COM OS MEUS BOTÕES

Nem sempre o caminho mais correcto, o procedimento adequado, corresponde no resultado ao que nos propomos obter.

A vida tem o dom de desfazer as certezas absolutas, as jogadas aparentemente astutas com as quais tentamos contrariar qualquer imprevisto, a causa e o efeito como parte de realidades distintas que nos obrigam a repensar a cada instante o quanto é importante não caminhar no arame sem a garantia de uma rede que nos ampare do chão.

 

A nossa influência nos outros, como na vida, não passa de uma ilusão de tão imprevisíveis nos revelamos na forma como nos adaptamos em função das prioridades que precisamos definir.
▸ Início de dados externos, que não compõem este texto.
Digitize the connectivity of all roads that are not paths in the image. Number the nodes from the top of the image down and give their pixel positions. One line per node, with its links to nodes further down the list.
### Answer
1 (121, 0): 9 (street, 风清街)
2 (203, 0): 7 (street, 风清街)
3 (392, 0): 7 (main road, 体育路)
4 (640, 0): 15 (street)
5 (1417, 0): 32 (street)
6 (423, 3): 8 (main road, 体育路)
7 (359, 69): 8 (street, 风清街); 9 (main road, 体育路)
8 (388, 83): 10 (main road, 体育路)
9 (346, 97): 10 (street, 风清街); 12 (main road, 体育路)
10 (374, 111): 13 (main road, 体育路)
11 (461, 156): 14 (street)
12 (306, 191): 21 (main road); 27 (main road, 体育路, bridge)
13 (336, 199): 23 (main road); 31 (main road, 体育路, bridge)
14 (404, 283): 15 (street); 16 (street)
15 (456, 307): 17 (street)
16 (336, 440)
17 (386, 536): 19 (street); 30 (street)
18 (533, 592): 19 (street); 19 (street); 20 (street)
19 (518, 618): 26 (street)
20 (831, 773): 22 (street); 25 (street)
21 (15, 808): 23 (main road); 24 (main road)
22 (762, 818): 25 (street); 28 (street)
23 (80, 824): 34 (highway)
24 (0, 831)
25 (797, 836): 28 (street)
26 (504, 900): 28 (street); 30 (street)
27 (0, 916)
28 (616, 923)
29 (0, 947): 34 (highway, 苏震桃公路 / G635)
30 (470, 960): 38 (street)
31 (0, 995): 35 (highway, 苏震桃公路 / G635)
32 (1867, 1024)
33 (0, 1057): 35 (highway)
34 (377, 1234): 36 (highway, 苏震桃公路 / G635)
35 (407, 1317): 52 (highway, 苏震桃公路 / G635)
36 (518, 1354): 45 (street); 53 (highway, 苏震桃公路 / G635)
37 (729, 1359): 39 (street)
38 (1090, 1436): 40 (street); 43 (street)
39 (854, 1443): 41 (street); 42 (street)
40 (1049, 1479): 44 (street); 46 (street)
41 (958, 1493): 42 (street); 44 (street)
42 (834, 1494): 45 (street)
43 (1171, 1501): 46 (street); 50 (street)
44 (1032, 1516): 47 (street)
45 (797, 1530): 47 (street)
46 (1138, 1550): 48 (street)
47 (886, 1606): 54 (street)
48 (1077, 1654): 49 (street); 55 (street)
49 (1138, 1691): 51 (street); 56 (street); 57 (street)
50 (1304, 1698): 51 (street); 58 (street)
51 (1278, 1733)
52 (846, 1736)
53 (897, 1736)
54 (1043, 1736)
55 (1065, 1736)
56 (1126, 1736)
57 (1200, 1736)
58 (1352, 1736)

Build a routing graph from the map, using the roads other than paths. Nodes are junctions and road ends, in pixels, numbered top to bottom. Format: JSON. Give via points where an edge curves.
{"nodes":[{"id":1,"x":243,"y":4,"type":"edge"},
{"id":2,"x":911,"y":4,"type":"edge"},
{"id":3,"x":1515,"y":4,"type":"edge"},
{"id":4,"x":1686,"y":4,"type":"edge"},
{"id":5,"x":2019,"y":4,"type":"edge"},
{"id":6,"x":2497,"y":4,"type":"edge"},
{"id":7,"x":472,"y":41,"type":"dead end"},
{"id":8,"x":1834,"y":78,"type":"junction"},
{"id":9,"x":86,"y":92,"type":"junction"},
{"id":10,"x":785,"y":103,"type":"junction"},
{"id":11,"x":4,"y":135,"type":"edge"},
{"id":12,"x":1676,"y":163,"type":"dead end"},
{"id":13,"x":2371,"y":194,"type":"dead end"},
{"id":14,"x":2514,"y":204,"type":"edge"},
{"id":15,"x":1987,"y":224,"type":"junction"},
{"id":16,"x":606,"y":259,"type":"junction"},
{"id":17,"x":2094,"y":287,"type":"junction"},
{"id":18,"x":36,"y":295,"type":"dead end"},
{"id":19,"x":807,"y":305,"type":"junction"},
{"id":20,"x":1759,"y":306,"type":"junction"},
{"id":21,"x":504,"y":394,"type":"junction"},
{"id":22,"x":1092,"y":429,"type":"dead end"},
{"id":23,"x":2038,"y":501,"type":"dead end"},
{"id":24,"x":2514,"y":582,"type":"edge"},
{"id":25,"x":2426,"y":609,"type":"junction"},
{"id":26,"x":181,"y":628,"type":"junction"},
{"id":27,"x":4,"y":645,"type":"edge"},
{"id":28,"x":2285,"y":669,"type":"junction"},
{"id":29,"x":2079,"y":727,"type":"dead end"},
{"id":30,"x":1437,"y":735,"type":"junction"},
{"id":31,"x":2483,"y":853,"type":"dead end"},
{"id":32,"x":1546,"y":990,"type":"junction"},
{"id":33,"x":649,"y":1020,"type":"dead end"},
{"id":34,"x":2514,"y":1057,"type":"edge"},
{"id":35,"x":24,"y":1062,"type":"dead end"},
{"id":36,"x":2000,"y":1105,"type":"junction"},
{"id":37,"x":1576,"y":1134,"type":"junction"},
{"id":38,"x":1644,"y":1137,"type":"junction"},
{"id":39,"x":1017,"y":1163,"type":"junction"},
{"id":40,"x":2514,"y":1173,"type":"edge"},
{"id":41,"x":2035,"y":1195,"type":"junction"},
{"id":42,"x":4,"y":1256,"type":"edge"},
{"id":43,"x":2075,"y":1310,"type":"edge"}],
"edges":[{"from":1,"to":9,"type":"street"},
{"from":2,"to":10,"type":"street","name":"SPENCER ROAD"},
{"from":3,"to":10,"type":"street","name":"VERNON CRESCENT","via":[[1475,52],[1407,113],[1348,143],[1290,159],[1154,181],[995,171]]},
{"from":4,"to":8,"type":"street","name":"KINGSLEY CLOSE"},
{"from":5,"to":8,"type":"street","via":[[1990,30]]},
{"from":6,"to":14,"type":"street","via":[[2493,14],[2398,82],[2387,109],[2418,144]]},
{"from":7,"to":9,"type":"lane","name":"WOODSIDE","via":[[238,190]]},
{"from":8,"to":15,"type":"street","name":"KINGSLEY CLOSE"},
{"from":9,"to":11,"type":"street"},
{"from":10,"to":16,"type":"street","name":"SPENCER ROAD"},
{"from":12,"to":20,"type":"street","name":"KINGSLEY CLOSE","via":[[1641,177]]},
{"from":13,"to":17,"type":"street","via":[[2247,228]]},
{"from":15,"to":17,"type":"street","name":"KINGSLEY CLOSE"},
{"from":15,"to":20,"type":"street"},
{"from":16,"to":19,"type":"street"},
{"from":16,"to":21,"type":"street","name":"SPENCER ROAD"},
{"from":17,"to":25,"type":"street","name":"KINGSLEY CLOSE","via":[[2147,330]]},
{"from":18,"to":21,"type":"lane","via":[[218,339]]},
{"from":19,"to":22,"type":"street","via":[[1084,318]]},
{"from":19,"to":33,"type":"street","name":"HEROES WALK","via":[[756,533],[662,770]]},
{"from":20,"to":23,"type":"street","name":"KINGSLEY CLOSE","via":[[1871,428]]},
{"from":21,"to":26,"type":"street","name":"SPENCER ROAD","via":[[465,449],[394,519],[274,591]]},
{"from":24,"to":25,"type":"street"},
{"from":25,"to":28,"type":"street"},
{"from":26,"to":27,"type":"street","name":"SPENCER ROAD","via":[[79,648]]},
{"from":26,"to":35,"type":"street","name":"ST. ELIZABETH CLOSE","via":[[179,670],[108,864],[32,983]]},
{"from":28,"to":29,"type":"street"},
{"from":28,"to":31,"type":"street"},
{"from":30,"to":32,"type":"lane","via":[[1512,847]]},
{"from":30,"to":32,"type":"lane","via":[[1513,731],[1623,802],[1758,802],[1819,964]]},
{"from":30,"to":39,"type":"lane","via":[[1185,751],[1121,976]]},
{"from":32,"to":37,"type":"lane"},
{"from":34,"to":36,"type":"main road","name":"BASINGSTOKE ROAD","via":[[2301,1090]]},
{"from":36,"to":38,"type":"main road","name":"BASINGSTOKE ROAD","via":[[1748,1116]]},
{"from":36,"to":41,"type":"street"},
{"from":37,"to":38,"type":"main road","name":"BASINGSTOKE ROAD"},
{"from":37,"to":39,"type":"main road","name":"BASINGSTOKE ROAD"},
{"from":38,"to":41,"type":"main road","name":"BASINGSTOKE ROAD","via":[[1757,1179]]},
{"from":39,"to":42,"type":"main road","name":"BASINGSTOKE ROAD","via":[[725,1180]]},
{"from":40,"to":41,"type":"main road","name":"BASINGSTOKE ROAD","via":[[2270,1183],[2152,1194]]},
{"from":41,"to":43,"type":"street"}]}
E de pouco vale insistir, mesmo variando a receita que afinal até pode tornar perfeita a situação para quem busca apenas um interesse egoísta ou se assume contrabandista das emoções.

Não passam de ilusões quaisquer veleidades de alterar as realidades determinadas pelas circunstâncias e que se reflectem nos desfechos que nos desiludem ou nos sinais que nos confundem e assim desmentem o que temos por certo e nos conduzem a uma travessia no deserto da insegurança, da desilusão.

 

Mesmo quando tentamos agarrar-nos à razão, a uma lógica infalível que afinal se prova quase sempre impossível de equacionar onde as variáveis se multiplicam a um ritmo infernal, e buscamos a serenidade na fuga aparente, um passo atrás para o dobro em frente, constatamos que de facto nunca paramos de recuar.

 

Claro que não deixamos de lutar, se é essa a massa que nos faz.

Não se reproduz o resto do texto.